History, it's said, is written by the victors, so in the United States we won our fight with Japan in 1945, and we like to tell our version of events. It's been told so often it seems correct; we were attacked by Japanese forces on December 7, 1941, and over a couple of years fought them island by island to get close enough to Japan to launch an assault. Thousands upon thousands of people from all sides died. The military government of Japan was obstinate, not in any mood to surrender. Indeed, it seemed they would have let their population disappear from the earth rather than give up. So, we dropped a couple of big bombs on them to convince them that total annihilation would indeed be their fate.

We weren't the first nation to target civilian populations; Japan had done it in China, Germany had done it to England, but we were first with the most awful weapon of all time. This Wikipedia article explains what the American government did to end the war.

I don't debate the rightness or wrongness. It happened two years before I was born, it's a fact and the world moves on. We just hope we all learned a lesson.

Americans were kept from the the most gruesome images of the bombings and their aftermath, because our government knew, and rightly so, we couldn't handle it. In movies at the time people were killed in wars and had clean deaths. A soldier got shot, clutched his chest and fell over. He didn't have half his head missing or his intestines on the outside of his body. Likewise we were shielded from pictures of Nagasaki and Hiroshima survivors looking like charred pieces of meat, or walking with flesh falling away from their bodies. We were also kept from pictures of radiation survivors, although they weren't any secrets to medical teams sent to study the effects.

If you've got the stomach go to Google, type in Hiroshima and Nagasaki atom bombs, then click on images at the upper left. There are some pictures I wish I hadn't seen, but I looked at them anyway because I thought they were necessary to understand what these weapons can do.

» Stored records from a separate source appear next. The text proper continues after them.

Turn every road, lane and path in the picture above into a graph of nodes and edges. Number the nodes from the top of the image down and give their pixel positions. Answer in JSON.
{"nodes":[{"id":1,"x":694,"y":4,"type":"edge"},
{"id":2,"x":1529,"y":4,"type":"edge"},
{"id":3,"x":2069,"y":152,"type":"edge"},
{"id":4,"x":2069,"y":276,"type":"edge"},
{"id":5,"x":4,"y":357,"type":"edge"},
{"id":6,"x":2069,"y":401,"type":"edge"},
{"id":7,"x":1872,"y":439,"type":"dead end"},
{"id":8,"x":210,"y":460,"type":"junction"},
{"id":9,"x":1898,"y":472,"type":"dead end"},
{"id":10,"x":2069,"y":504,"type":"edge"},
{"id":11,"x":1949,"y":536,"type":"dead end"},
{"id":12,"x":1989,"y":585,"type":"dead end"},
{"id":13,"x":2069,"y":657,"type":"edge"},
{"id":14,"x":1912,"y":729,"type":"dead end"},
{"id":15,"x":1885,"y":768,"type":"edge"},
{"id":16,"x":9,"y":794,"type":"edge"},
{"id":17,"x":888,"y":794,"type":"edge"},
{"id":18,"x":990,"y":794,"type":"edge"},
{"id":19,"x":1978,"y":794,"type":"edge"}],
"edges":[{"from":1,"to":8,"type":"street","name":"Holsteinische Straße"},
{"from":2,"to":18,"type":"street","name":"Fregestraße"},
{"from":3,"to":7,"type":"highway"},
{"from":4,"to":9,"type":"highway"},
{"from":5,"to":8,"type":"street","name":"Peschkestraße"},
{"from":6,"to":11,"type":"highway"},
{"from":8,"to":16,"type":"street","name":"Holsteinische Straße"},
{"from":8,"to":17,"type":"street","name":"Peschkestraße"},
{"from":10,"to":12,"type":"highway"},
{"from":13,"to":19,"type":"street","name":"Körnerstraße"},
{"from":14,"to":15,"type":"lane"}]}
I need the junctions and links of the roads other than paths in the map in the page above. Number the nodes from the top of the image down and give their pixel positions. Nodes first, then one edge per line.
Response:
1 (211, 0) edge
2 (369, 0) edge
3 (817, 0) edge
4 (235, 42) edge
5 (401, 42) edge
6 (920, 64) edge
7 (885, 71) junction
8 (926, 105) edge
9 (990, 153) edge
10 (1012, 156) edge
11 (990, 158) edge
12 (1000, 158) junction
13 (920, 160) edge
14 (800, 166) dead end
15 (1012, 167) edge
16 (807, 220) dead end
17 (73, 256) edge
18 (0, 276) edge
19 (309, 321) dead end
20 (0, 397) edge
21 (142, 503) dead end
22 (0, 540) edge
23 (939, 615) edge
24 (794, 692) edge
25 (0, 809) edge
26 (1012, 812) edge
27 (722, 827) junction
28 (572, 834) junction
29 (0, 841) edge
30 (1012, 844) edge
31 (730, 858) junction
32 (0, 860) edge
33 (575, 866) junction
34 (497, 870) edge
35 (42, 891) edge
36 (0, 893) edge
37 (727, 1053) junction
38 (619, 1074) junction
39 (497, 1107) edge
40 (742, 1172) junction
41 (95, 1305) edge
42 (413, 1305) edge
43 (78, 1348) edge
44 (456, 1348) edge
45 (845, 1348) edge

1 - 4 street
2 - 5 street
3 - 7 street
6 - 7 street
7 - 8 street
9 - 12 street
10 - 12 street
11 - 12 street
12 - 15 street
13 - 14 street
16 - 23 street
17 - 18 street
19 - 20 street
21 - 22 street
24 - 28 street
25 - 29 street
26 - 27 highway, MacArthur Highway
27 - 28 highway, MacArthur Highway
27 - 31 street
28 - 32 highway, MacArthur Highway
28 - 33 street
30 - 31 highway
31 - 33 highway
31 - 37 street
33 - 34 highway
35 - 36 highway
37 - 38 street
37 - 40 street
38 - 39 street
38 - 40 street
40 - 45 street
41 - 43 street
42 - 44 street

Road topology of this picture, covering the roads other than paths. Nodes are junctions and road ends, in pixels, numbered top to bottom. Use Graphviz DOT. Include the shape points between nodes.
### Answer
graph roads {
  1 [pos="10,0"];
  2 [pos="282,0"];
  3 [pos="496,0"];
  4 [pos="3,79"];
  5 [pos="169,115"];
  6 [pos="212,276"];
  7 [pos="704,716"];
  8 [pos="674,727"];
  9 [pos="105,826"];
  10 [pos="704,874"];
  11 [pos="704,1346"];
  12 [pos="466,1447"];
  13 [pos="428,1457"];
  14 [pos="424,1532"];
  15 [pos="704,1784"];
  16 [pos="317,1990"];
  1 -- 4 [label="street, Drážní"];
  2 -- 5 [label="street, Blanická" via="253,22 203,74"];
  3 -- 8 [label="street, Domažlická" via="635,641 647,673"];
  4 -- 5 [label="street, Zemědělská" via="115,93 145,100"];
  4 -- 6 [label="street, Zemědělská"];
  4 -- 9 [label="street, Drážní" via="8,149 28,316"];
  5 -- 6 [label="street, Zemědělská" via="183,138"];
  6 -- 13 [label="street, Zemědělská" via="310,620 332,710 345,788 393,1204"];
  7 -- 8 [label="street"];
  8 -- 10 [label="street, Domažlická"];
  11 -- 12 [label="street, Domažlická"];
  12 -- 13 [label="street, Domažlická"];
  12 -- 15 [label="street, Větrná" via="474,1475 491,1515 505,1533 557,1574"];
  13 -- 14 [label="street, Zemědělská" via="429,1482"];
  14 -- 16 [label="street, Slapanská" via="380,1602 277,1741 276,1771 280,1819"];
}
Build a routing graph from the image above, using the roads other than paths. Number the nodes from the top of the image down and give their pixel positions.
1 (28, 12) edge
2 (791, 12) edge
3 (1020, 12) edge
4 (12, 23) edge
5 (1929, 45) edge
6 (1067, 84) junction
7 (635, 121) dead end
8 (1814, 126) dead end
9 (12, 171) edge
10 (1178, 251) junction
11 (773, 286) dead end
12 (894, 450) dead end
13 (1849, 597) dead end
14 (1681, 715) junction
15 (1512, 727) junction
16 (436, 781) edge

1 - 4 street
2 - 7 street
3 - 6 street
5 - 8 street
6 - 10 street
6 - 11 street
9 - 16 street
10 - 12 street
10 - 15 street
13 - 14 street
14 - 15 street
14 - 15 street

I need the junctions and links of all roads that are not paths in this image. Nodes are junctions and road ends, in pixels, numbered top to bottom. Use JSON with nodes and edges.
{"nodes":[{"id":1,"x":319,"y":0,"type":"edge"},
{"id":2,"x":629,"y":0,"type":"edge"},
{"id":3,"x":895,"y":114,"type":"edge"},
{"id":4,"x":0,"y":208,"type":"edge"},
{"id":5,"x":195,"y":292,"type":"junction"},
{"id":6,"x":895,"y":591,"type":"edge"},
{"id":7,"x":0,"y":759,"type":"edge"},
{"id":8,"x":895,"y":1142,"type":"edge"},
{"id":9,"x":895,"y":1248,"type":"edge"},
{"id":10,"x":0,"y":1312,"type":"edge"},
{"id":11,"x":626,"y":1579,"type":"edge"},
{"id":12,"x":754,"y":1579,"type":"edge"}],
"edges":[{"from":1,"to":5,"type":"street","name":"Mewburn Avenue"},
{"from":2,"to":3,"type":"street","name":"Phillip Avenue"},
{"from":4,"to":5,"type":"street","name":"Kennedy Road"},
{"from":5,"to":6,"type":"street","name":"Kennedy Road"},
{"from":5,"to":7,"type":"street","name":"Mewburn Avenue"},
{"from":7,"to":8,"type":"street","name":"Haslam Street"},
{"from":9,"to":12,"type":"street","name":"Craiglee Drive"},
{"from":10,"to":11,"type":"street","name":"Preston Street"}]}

The nuclear bombs now are so much more deadly than the bombs dropped on Japan that there's probably no comparison. My hope is that the reason they haven't been used, and won't be used, is because of what happened in Hiroshima, Japan, 64 years ago today.

In my morning paper there is a mention of the bombing of Hiroshima on page 2, buried with other international news The mayor of that city is asking that the world be nuke free by 2020. Nice goal, and unattainable.

The events of August 6 and August 9, 1945, are in the history books and have become just part of that vague and vast area of our past that we just don't think a lot about. In our attention-deficient society if it's not on our TV screens, in front of us every day, we tend to forget about it. The war is just something we see in old movies or documentaries. The footage is in black and white, boring to younger audiences, for whom everything nowadays has to be vivid, colorful and in their faces to get their attention. I'll bet you could talk to anyone under 40 and they couldn't tell you what city the bomb was dropped on, when it happened, why it happened. They heard about it in school, but it had no relevance to them now.

On this day I remember the day technology changed the world forever, not for better. The biggest war in the history of the human race spawned the biggest and most deadly weapon of all time.